(Saved data entries)
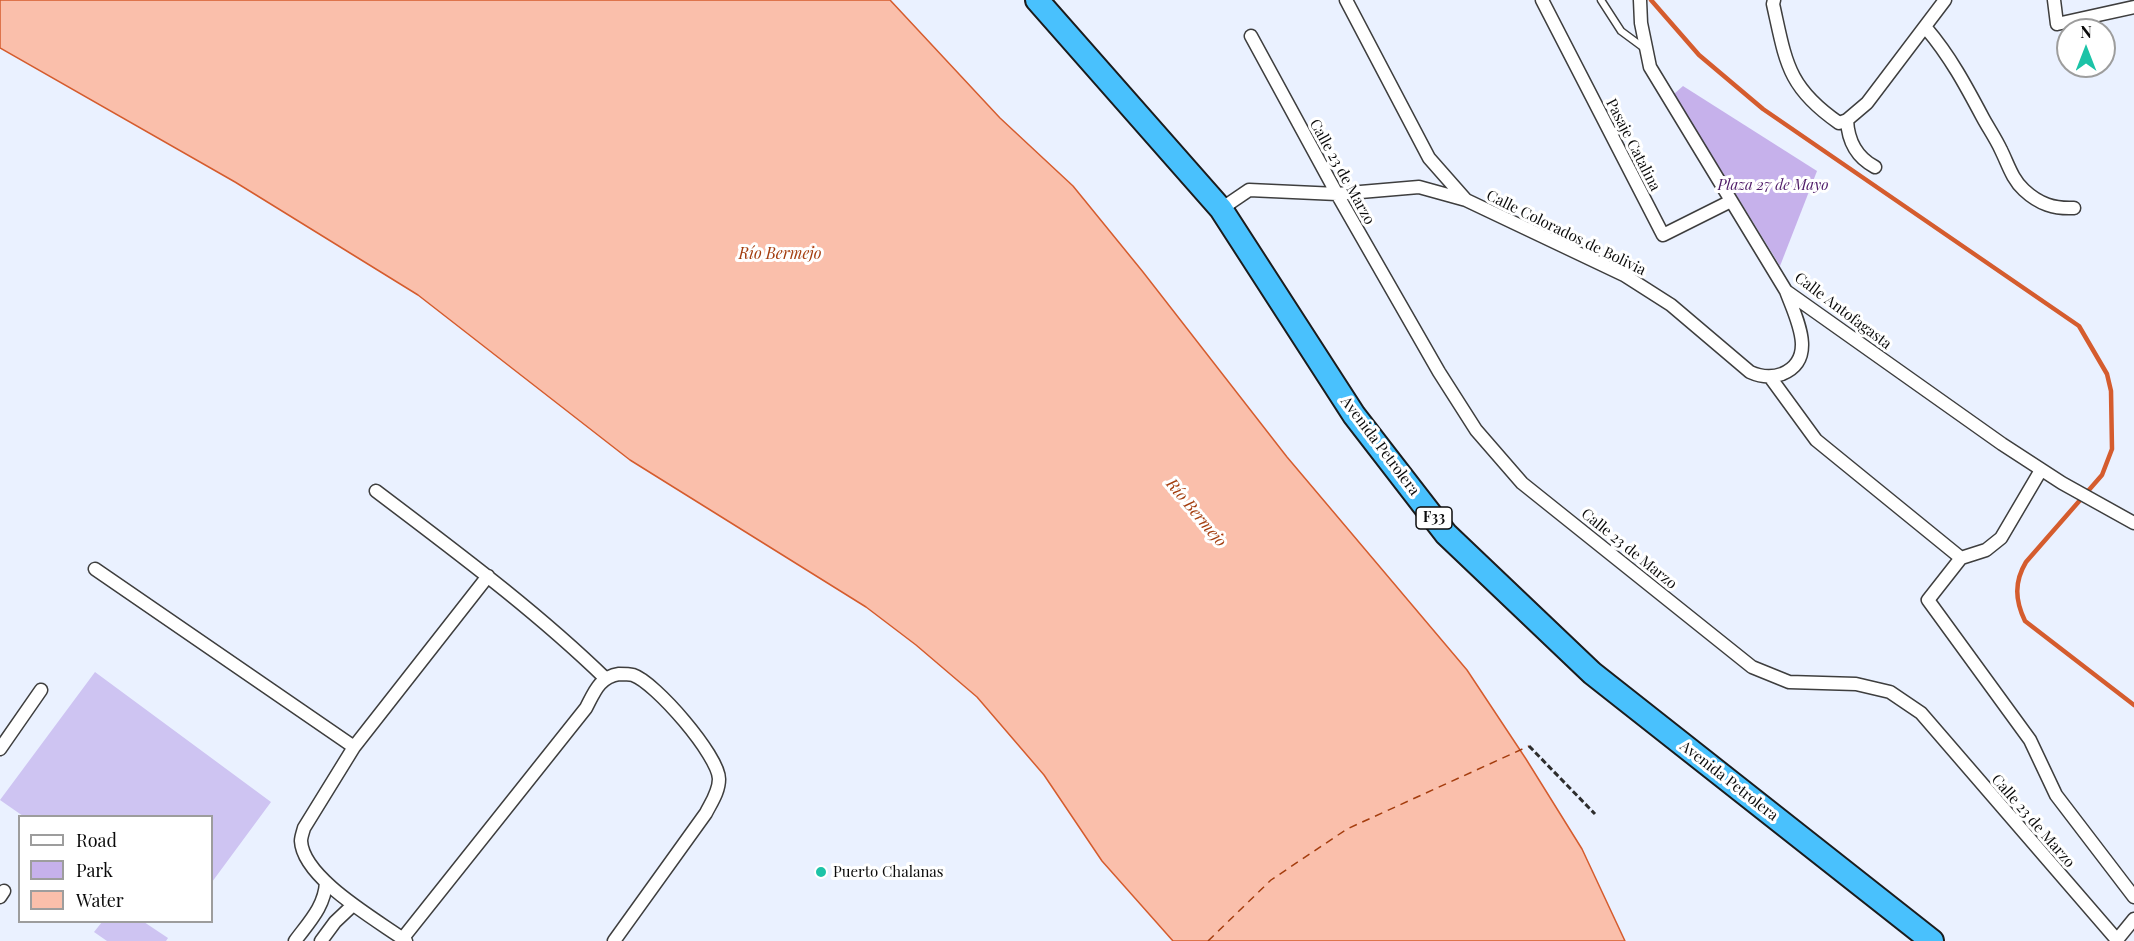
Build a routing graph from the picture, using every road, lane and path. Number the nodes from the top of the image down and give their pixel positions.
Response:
1 (1037, 0) edge
2 (1346, 0) edge
3 (1542, 0) edge
4 (1601, 0) edge
5 (1640, 0) edge
6 (1774, 0) edge
7 (1946, 0) edge
8 (2054, 0) edge
9 (2134, 7) edge
10 (1926, 28) junction
11 (1251, 36) dead end
12 (1646, 50) junction
13 (1847, 120) junction
14 (1875, 167) dead end
15 (1337, 194) junction
16 (1466, 200) junction
17 (1731, 201) junction
18 (2074, 208) dead end
19 (1221, 209) junction
20 (1786, 291) junction
21 (1770, 377) junction
22 (2042, 470) junction
23 (376, 491) dead end
24 (2134, 523) edge
25 (1961, 558) junction
26 (95, 569) dead end
27 (488, 576) junction
28 (606, 679) junction
29 (41, 690) dead end
30 (1529, 746) dead end
31 (354, 747) junction
32 (0, 748) edge
33 (1595, 814) dead end
34 (326, 882) junction
35 (2134, 897) edge
36 (353, 905) junction
37 (2134, 919) edge
38 (405, 940) edge
39 (2116, 940) edge
40 (296, 941) edge
41 (321, 941) edge
42 (614, 941) edge
43 (1932, 941) edge

1 - 19 highway, Avenida Petrolera / F33
2 - 16 street
3 - 17 street, Pasaje Catalina
4 - 12 lane
5 - 12 street, Calle Antofagasta
6 - 13 street
7 - 10 street
8 - 9 street
10 - 13 street
10 - 18 street
11 - 15 street, Calle 23 de Marzo
12 - 17 street, Calle Antofagasta
13 - 14 street
15 - 16 street, Calle Colorados de Bolivia
15 - 19 street, Calle Colorados de Bolivia
15 - 39 street, Calle 23 de Marzo
16 - 21 street, Calle Colorados de Bolivia
17 - 20 street, Calle Antofagasta
19 - 43 highway, Avenida Petrolera / F33
20 - 21 street
20 - 22 street, Calle Antofagasta
21 - 25 street
22 - 24 street, Calle Antofagasta
22 - 25 street
23 - 27 street
25 - 35 street
26 - 31 street
27 - 28 street
27 - 31 street
28 - 38 street
28 - 42 street
29 - 32 street
30 - 33 path
31 - 34 street
34 - 36 street
34 - 40 street
36 - 38 street
36 - 41 street
37 - 39 street

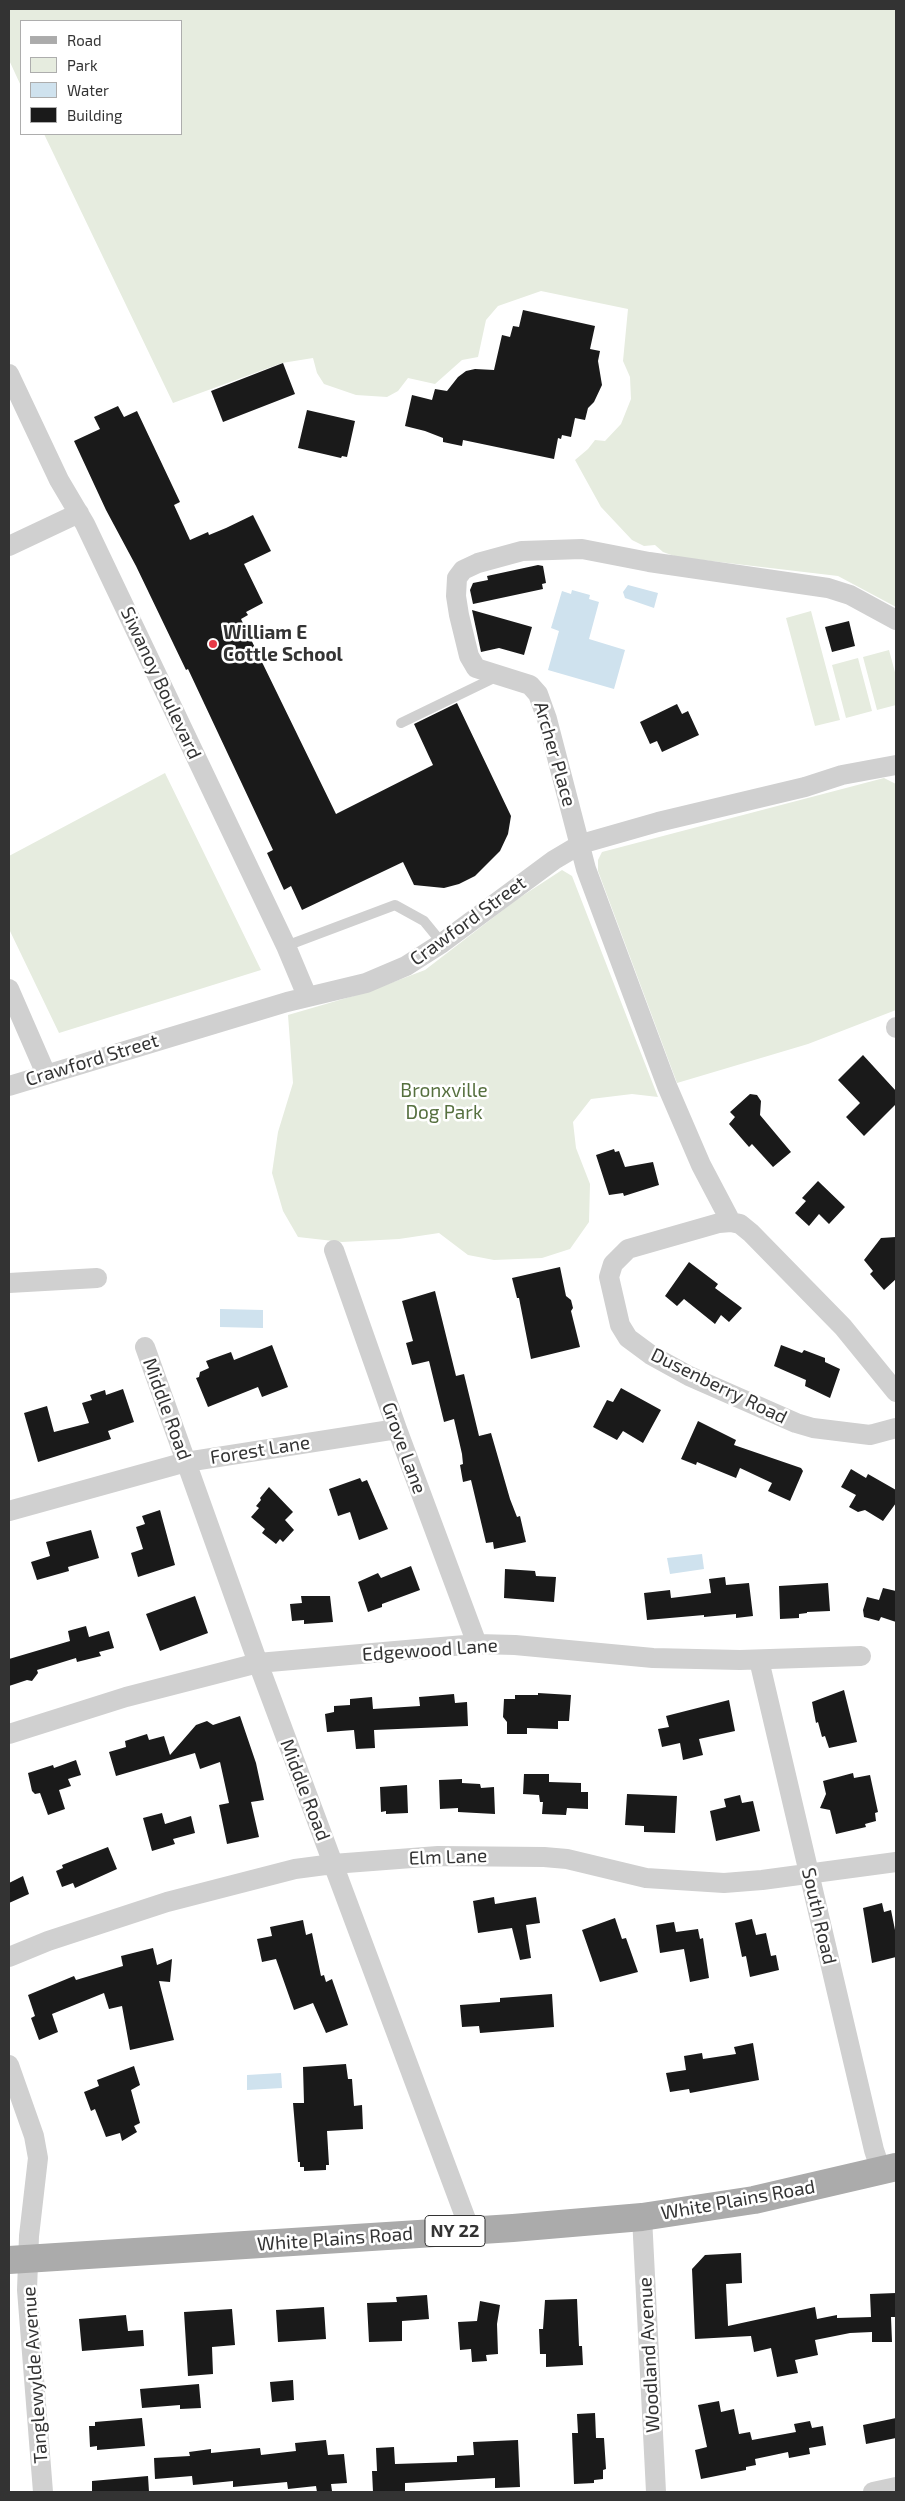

(Exercise objective)
From the first line to the last, repeat the records exactly and skip the pictures.

(Finished exercise)
Build a routing graph from the picture, using every road, lane and path. Number the nodes from the top of the image down and give their pixel positions.
Response:
1 (1037, 0) edge
2 (1346, 0) edge
3 (1542, 0) edge
4 (1601, 0) edge
5 (1640, 0) edge
6 (1774, 0) edge
7 (1946, 0) edge
8 (2054, 0) edge
9 (2134, 7) edge
10 (1926, 28) junction
11 (1251, 36) dead end
12 (1646, 50) junction
13 (1847, 120) junction
14 (1875, 167) dead end
15 (1337, 194) junction
16 (1466, 200) junction
17 (1731, 201) junction
18 (2074, 208) dead end
19 (1221, 209) junction
20 (1786, 291) junction
21 (1770, 377) junction
22 (2042, 470) junction
23 (376, 491) dead end
24 (2134, 523) edge
25 (1961, 558) junction
26 (95, 569) dead end
27 (488, 576) junction
28 (606, 679) junction
29 (41, 690) dead end
30 (1529, 746) dead end
31 (354, 747) junction
32 (0, 748) edge
33 (1595, 814) dead end
34 (326, 882) junction
35 (2134, 897) edge
36 (353, 905) junction
37 (2134, 919) edge
38 (405, 940) edge
39 (2116, 940) edge
40 (296, 941) edge
41 (321, 941) edge
42 (614, 941) edge
43 (1932, 941) edge

1 - 19 highway, Avenida Petrolera / F33
2 - 16 street
3 - 17 street, Pasaje Catalina
4 - 12 lane
5 - 12 street, Calle Antofagasta
6 - 13 street
7 - 10 street
8 - 9 street
10 - 13 street
10 - 18 street
11 - 15 street, Calle 23 de Marzo
12 - 17 street, Calle Antofagasta
13 - 14 street
15 - 16 street, Calle Colorados de Bolivia
15 - 19 street, Calle Colorados de Bolivia
15 - 39 street, Calle 23 de Marzo
16 - 21 street, Calle Colorados de Bolivia
17 - 20 street, Calle Antofagasta
19 - 43 highway, Avenida Petrolera / F33
20 - 21 street
20 - 22 street, Calle Antofagasta
21 - 25 street
22 - 24 street, Calle Antofagasta
22 - 25 street
23 - 27 street
25 - 35 street
26 - 31 street
27 - 28 street
27 - 31 street
28 - 38 street
28 - 42 street
29 - 32 street
30 - 33 path
31 - 34 street
34 - 36 street
34 - 40 street
36 - 38 street
36 - 41 street
37 - 39 street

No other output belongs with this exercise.